The Bottle Rockets are ready to shake off the pigeonholing label of alt.-country and be recognized for what they really are - good old rock'n'roll, drawing on a number of influences, including country. These influences all contribute to an irresistably rollicking feeling. Perhaps bandleader Brian Henneman describes his music best, coining it "sideburn rock."

"Kit Kat Clock" sets the foot-stomping tone for the album, while the chunky, funky beats of the title track and "Waitin' On A Train" recall the blues-rockin' style of Foghat, Lynyrd Skynyrd or ZZ Top. The Rockets are a throwback to the '70's, while being entirely fresh at the same time.

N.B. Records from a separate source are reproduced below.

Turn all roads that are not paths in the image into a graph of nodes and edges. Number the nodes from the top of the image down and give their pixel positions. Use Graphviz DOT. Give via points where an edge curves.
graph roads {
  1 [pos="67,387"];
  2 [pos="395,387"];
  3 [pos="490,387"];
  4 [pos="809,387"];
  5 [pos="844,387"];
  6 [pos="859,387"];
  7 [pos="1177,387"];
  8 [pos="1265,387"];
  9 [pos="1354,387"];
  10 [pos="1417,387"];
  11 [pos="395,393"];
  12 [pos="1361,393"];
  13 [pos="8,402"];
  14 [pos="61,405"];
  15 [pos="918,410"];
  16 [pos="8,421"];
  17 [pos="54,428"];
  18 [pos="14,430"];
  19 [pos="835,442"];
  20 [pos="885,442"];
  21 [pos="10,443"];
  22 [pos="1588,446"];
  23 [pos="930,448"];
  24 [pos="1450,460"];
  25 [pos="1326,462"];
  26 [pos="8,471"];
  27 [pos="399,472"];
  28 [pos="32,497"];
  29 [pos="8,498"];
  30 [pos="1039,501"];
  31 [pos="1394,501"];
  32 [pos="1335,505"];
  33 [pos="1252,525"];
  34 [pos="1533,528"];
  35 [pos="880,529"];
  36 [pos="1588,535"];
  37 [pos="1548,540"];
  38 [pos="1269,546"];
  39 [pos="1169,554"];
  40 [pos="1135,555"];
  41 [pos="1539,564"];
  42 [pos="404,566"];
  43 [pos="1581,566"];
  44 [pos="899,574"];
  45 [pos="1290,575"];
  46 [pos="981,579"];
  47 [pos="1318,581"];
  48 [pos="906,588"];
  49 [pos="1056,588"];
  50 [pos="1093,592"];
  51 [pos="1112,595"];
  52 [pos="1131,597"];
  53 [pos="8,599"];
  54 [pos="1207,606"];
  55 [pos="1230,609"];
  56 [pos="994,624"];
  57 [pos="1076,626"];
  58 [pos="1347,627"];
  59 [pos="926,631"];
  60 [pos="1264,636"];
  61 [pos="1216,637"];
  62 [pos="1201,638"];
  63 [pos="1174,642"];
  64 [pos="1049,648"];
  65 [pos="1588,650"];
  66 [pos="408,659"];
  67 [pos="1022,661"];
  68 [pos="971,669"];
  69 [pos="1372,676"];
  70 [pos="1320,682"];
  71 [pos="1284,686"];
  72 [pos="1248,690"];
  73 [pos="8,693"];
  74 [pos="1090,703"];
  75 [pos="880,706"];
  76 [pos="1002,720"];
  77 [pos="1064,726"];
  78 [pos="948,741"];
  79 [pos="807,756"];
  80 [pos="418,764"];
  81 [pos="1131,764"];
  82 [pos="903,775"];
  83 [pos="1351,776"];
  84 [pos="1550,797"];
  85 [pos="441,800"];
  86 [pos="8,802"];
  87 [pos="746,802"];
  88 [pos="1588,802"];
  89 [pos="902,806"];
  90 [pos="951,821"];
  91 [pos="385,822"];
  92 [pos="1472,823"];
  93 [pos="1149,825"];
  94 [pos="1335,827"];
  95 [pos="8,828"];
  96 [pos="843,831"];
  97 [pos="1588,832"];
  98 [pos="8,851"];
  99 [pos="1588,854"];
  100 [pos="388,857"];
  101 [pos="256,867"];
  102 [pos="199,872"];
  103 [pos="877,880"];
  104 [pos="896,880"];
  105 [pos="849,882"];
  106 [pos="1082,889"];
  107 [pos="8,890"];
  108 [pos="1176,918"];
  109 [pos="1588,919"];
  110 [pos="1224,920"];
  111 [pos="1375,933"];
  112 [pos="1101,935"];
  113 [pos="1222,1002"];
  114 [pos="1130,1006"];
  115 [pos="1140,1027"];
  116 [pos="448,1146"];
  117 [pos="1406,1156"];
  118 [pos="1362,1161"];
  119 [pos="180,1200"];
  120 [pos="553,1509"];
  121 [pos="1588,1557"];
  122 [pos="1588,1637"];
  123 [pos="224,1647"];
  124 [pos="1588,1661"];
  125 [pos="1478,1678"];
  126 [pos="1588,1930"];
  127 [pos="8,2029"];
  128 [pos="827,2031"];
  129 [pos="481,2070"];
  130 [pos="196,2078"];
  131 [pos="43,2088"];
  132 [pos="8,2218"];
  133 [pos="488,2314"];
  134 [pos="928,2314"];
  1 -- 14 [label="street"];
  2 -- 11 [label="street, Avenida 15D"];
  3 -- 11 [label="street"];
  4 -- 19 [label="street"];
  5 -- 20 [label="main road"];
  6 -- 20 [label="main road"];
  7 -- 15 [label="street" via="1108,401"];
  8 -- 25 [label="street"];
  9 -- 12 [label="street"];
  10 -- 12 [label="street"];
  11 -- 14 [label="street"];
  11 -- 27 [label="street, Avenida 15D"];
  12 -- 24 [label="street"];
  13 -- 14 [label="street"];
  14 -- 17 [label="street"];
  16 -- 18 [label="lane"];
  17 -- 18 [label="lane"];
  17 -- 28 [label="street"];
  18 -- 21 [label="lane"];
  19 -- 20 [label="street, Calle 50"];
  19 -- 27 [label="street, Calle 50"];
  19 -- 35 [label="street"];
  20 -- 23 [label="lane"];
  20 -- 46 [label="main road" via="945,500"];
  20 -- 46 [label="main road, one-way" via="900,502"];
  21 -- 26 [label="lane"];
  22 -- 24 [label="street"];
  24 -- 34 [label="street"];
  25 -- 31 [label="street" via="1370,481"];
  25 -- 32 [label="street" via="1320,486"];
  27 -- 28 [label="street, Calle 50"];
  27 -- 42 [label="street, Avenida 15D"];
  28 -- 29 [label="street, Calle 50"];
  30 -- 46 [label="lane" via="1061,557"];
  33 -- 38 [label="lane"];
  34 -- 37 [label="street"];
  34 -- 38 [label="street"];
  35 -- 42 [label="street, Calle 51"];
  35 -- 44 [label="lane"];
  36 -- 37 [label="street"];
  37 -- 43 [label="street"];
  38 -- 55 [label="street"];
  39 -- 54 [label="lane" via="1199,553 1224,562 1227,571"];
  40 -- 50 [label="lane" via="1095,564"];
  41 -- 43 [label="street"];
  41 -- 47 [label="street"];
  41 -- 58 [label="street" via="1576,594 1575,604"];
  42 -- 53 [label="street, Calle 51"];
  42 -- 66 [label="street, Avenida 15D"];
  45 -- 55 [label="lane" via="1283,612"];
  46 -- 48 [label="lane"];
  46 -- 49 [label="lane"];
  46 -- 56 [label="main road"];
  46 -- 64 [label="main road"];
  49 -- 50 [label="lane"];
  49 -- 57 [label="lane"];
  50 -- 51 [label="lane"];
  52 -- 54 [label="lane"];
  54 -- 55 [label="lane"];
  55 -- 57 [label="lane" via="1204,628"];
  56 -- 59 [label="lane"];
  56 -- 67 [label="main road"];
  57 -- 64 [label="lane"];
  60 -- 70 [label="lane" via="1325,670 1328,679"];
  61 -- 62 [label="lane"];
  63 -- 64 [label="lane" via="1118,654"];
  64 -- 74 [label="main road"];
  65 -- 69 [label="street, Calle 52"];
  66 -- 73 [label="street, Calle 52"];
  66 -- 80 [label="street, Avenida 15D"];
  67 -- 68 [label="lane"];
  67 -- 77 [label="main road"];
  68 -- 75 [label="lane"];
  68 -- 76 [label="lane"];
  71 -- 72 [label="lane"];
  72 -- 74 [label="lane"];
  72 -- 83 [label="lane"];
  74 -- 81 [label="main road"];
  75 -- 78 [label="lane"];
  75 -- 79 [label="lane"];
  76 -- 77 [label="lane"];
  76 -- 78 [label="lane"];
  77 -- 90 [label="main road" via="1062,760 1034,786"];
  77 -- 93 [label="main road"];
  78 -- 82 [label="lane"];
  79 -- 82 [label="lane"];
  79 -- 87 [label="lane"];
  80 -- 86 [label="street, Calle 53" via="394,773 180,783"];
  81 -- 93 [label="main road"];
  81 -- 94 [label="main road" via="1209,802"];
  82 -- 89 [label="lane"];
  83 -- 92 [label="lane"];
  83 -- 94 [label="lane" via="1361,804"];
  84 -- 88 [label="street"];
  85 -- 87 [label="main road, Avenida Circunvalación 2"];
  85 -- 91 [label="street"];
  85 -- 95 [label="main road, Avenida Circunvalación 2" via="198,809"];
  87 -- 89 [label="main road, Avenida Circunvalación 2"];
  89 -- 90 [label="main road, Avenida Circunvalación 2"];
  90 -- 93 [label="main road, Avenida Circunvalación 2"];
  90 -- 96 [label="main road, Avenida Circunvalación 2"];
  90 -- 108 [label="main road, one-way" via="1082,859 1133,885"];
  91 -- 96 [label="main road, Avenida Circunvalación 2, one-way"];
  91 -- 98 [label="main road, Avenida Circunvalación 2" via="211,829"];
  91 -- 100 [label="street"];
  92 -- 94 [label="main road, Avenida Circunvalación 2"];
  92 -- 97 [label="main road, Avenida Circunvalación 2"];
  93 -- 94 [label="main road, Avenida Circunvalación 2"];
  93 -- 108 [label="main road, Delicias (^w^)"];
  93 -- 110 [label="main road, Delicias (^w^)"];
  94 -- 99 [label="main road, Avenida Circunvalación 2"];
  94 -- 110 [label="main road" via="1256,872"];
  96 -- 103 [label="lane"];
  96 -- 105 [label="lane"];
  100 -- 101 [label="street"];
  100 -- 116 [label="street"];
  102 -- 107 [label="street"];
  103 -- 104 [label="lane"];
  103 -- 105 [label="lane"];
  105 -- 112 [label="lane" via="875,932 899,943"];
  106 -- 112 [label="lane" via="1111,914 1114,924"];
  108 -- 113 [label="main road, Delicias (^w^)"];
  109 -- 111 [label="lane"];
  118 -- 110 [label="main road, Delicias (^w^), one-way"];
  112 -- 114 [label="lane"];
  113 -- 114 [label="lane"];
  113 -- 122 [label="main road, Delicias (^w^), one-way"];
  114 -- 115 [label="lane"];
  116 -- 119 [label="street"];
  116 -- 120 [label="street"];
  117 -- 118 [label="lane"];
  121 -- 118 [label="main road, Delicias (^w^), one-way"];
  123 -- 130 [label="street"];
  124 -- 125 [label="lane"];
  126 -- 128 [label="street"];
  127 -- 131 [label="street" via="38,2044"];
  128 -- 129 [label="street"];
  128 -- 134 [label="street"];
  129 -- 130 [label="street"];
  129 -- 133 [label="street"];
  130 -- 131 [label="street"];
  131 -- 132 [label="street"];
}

The freshness is largely due to the sharp lyrics, highly descriptive yet simple, replete with local references while maintaining a universal appeal, alternately humorous and poignant. Especially humorous is "Slo Toms," about a local dive of a bar that could be any of a thousand hometowns. Country fans will love the somber ballads "Smokin' 100s Alone" and "One of You," serving notice these guys know their country music roots quite well, thank you. "Rich Man" has a strong Appalachian folk song feel, and "Turn For The Worse" sounds Cajun-y. But these guys are best when they turn the wattage up and churn out gutsy, butt-kickin', roadhouse rock'n'roll.